ABOUT THIS EXERCISE:
Copy the data that follows, character for character, minus the pictures.

[Items from a dataset]

+===+

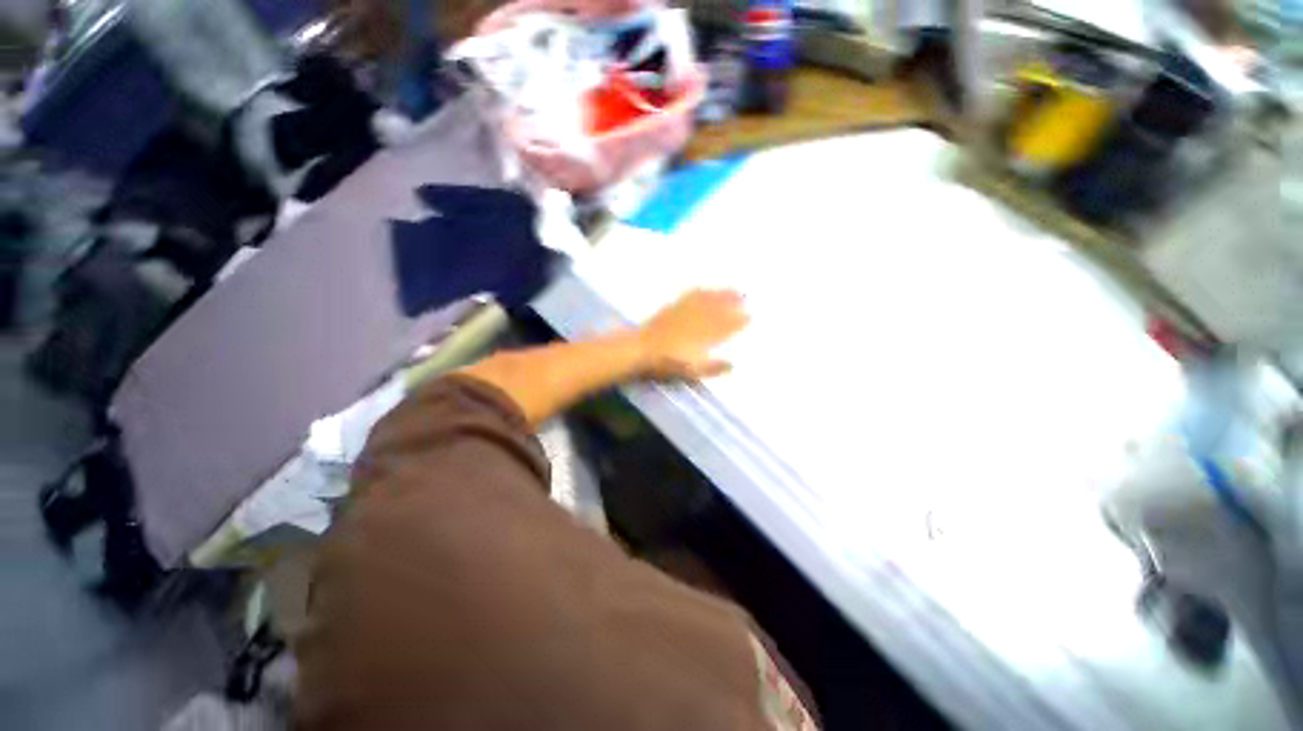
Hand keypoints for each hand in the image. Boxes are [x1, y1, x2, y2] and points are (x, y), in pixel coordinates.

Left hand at [636, 289, 748, 379]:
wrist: (642, 349)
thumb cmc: (667, 363)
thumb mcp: (692, 371)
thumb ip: (713, 368)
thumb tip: (733, 365)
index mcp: (704, 337)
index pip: (726, 327)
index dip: (739, 321)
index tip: (750, 315)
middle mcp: (697, 322)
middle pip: (719, 310)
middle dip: (734, 303)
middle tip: (747, 297)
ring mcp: (685, 312)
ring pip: (708, 301)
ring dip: (721, 294)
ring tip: (733, 289)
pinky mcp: (673, 308)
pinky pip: (689, 296)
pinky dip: (700, 291)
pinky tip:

+===+

EXERCISE RESPONSE:
Hand keypoints for each hand in the image. Boxes are [x1, y1, x2, y2] and points are (x, y), in pixel coordinates.

Left hand at [636, 289, 748, 379]:
wrist: (642, 349)
thumb cmc: (667, 363)
thumb mcp: (692, 371)
thumb ip: (713, 368)
thumb tip: (733, 365)
index mcp: (704, 337)
index pip: (726, 327)
index dip: (739, 321)
index tip: (750, 315)
middle mcp: (697, 322)
middle pip: (719, 310)
middle dip: (734, 303)
middle tip: (747, 297)
ring mcp: (685, 312)
ring pip: (708, 301)
ring dip: (721, 294)
ring tip: (733, 289)
pinky mcp: (673, 308)
pinky pip: (689, 296)
pinky dip: (700, 291)
pinky tip:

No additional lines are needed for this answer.